A gentle introduction to SIMD.
2025-09-18
A few weeks ago I was reading up on the one billion row challenge and was wondering what the fastest way
would be to read a file from disk. For comparison I decided it would be
interesting to find out how wc
does it on my Fedora 42 workstation. Turns out
wc
just uses read
but with a buffersize of 256KiB, a value that seems to be optimized for an
average
system.
My attention immediately diverted to the actual implementation that uses AVX2 when available, I've never really taken a closer look at SIMD instructions before and decided it was the right moment as the code didn't look daunting.
1 extern struct wc_lines
2 wc_lines_avx2 (int fd)
3 {
4 intmax_t lines = 0;
5 intmax_t bytes = 0;
6
7 __m256i endlines = _mm256_set1_epi8 ('\n');
8
9 while (true)
10 {
11 __m256i avx_buf[IO_BUFSIZE / sizeof (__m256i)];
12 ssize_t bytes_read = read (fd, avx_buf, sizeof avx_buf);
13 if (bytes_read <= 0)
14 return (struct wc_lines) { bytes_read == 0 ? 0 : errno, lines, bytes };
15
16 bytes += bytes_read;
17 __m256i *datap = avx_buf;
18
19 while (bytes_read >= 32)
20 {
21 __m256i to_match = _mm256_load_si256 (datap);
22 __m256i matches = _mm256_cmpeq_epi8 (to_match, endlines);
23 int mask = _mm256_movemask_epi8 (matches);
24 lines += __builtin_popcount (mask);
25 datap += 1;
26 bytes_read -= 32;
27 }
28
29 /* Finish up any left over bytes */
30 char *end = (char *) datap + bytes_read;
31 for (char *p = (char *) datap; p < end; p++)
32 lines += *p == '\n';
33 }
34 }
The algorithm is pretty simple. It first prepares a 256 bit buffer with 32 \n
values at L7,
then reads a chunk of data, and as long as there is data to read, it loads 256
bits of the data at L21 and compares the data with the buffer of newlines using
_mm256_cmpeq_epi8
. This sets the corresponding bits of the matches buffer to all
1's in case a data byte is a newline or all 0's in case it's not.
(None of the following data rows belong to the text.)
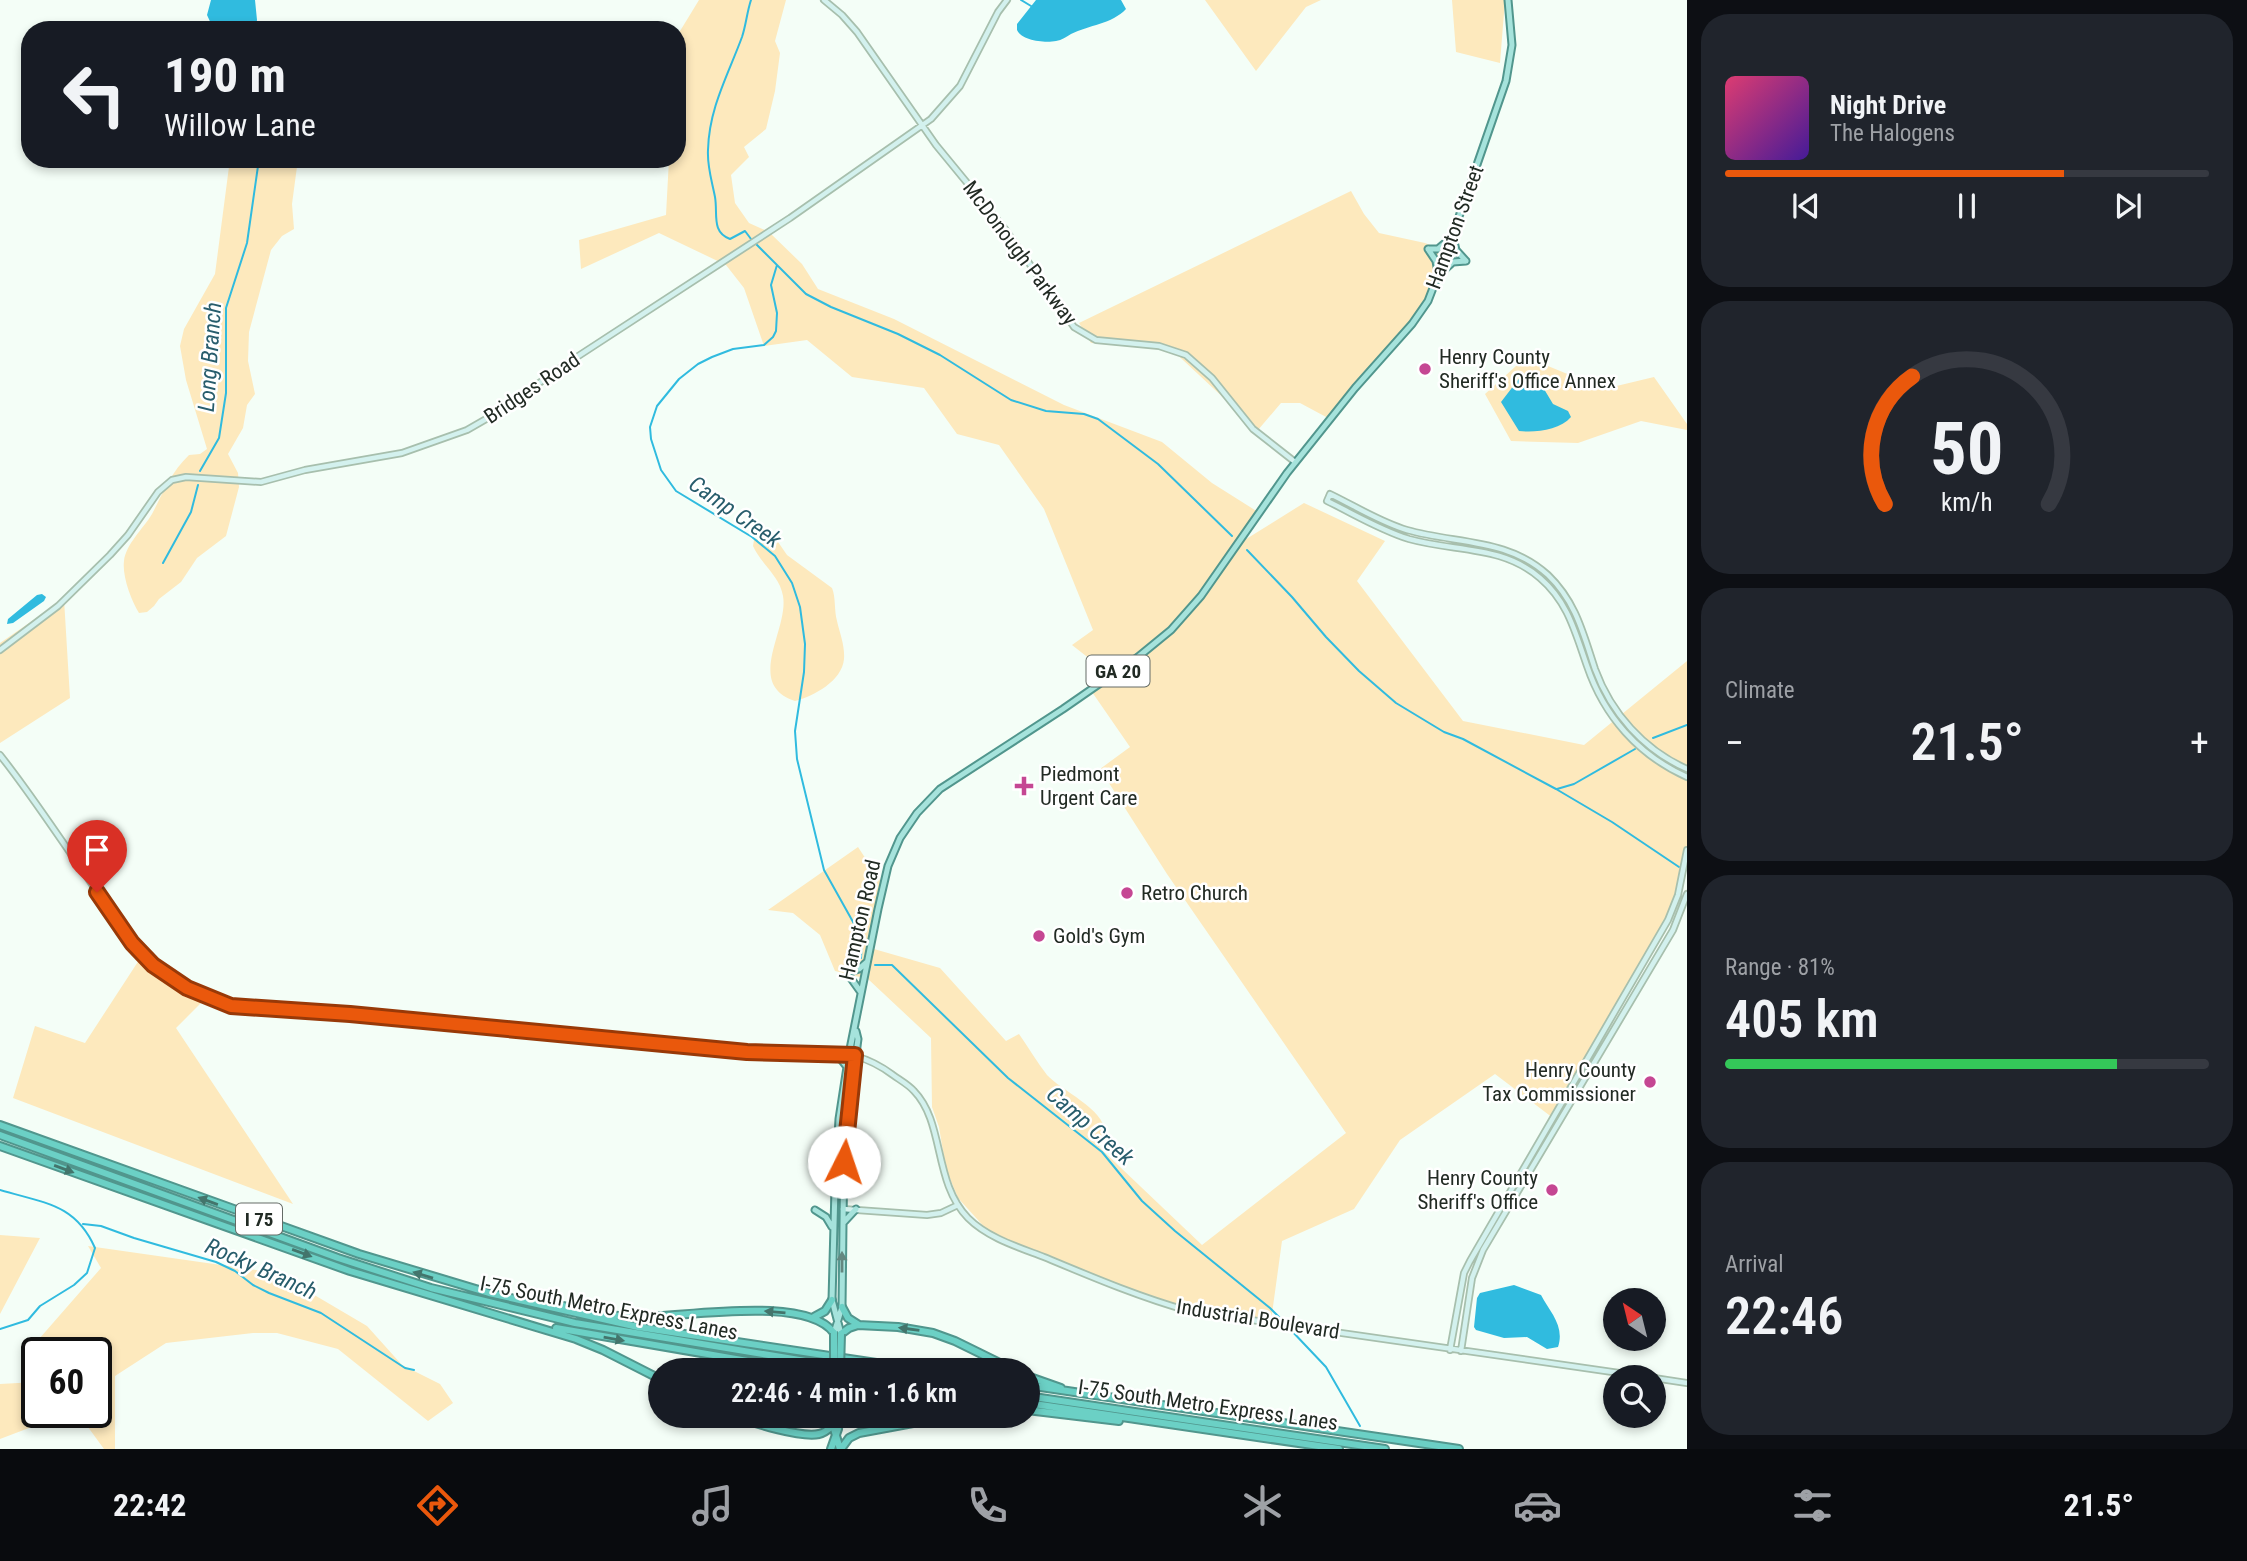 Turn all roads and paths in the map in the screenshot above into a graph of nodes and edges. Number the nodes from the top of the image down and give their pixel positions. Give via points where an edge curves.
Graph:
1 (824, 0) edge
2 (1007, 0) edge
3 (1508, 0) edge
4 (922, 126) junction
5 (1453, 236) junction
6 (1438, 276) junction
7 (1295, 462) junction
8 (1252, 524) joint
9 (0, 650) edge
10 (0, 755) edge
11 (1687, 769) edge
12 (1687, 777) edge
13 (1687, 850) edge
14 (1687, 894) edge
15 (867, 962) junction
16 (861, 993) junction
17 (855, 1024) junction
18 (830, 1053) junction
19 (853, 1055) junction
20 (847, 1067) junction
21 (0, 1125) edge
22 (0, 1135) edge
23 (0, 1146) edge
24 (958, 1205) junction
25 (843, 1209) junction
26 (856, 1209) junction
27 (815, 1210) dead end
28 (842, 1224) junction
29 (833, 1230) junction
30 (489, 1293) junction
31 (832, 1300) junction
32 (842, 1307) junction
33 (813, 1318) junction
34 (838, 1319) junction
35 (523, 1322) junction
36 (861, 1325) junction
37 (838, 1334) junction
38 (1450, 1350) junction
39 (1461, 1351) junction
40 (723, 1358) edge
41 (786, 1358) edge
42 (835, 1358) edge
43 (840, 1358) edge
44 (843, 1358) edge
45 (990, 1358) edge
46 (1603, 1371) edge
47 (648, 1374) edge
48 (1666, 1380) edge
49 (1040, 1381) edge
50 (1687, 1384) edge
51 (1040, 1387) edge
52 (1069, 1392) junction
53 (1040, 1398) edge
54 (1040, 1405) edge
55 (1040, 1411) edge
56 (1170, 1424) junction
57 (776, 1428) edge
58 (829, 1428) edge
59 (836, 1428) edge
60 (845, 1428) edge
61 (886, 1428) edge
62 (859, 1433) junction
63 (814, 1435) junction
64 (836, 1435) junction
65 (830, 1449) edge
66 (840, 1449) edge
67 (1339, 1449) edge
68 (1385, 1449) edge
69 (1459, 1449) edge

1 - 4 street, McDonough Parkway via 853,27
2 - 4 street, Bridges Road via 960,86
3 - 5 main road, Hampton Street / GA 20 via 1510,66
4 - 7 street, McDonough Parkway via 999,221 1074,327 1096,340 1159,346 1186,355 1212,377 1253,429
4 - 9 street, Bridges Road via 467,430 402,453 261,482 186,477 168,482 110,555 58,606
5 - 6 main road, Hampton Street / GA 20
5 - 6 main road via 1438,249 1428,249
5 - 6 main road via 1456,250 1466,261 1453,262
6 - 7 main road, Hampton Street / GA 20 via 1412,324
7 - 8 main road, Hampton Street / GA 20
8 - 15 main road, Hampton Road / GA 20 via 1201,596 1161,638 1073,703 960,775 916,813 888,866
10 - 18 street via 132,943 169,977 215,1002 747,1052
11 - 12 street via 1649,745 1619,713 1599,679 1578,616 1564,592 1541,569 1494,545 1399,527 1330,494 1327,501 1408,538 1500,555 1530,570 1567,611 1597,691 1617,723 1650,756
13 - 38 street via 1668,920 1464,1273
14 - 39 street via 1673,930 1483,1250 1472,1278
15 - 16 main road, Hampton Road / GA 20
15 - 16 main road via 850,974
16 - 17 main road, Hampton Road / GA 20
17 - 19 main road, Hampton Road / GA 20
17 - 19 main road, Hampton Road / GA 20 via 858,1040
18 - 19 street
18 - 20 main road
19 - 20 main road, Hampton Road / GA 20
19 - 24 street, Industrial Boulevard via 879,1065 914,1091 925,1108 947,1184
19 - 25 main road, Hampton Road / GA 20
20 - 29 main road, Hampton Road / GA 20 via 837,1140
30 -> 21 highway, I 75 via 359,1254
22 - 41 highway, I-75 South Metro Express Lanes via 442,1291 588,1326
23 -> 35 highway, I 75 via 350,1271
24 - 26 street via 928,1216
24 - 38 street, Industrial Boulevard via 975,1224 998,1238 1149,1300 1189,1311
25 - 26 street
25 - 28 main road, Hampton Road / GA 20
26 - 28 main road
27 - 29 main road via 829,1220
32 -> 28 main road, Hampton Road / GA 20
29 - 31 main road, Hampton Road / GA 20
33 -> 30 highway via 754,1311 626,1317
30 - 44 highway, I 75 via 638,1327
31 - 33 highway
31 - 34 main road, Hampton Road / GA 20
32 - 34 main road, Hampton Road / GA 20
32 - 36 highway via 848,1318
33 - 37 highway
34 - 37 main road, Hampton Road / GA 20
35 -> 40 highway, I 75
35 - 47 highway via 589,1344
36 - 37 highway
45 -> 36 highway via 933,1333
37 - 42 highway, Hampton Road / GA 20, bridge
37 - 43 highway, Hampton Road / GA 20, bridge
38 - 39 street, Industrial Boulevard
39 - 46 street, Industrial Boulevard
48 - 50 street
49 - 52 highway
51 - 52 highway
52 - 69 highway
53 - 68 highway, I-75 South Metro Express Lanes
54 - 56 highway
55 - 56 highway
56 - 67 highway
57 - 63 highway
58 - 63 highway
59 - 64 highway
60 - 62 highway
61 - 62 highway
62 - 66 highway
63 - 65 highway
64 - 65 highway
64 - 66 highway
To count the number of lines, _mm256_movemask_epi8
creates a mask from the most significant bit of each
byte of the source vector and stores the result in the returned value, in short it transforms 11111111
(a newline match)
into 10000000
, and leaves 00000000
alone. Now what remains is counting the
number of set bits in the mask with __builtin_popcount
.
That's it! The remainder is some accounting when there's leftover data that is too small to fit an AVX2 instruction. Now, that was a gentle introduction, wasn't it?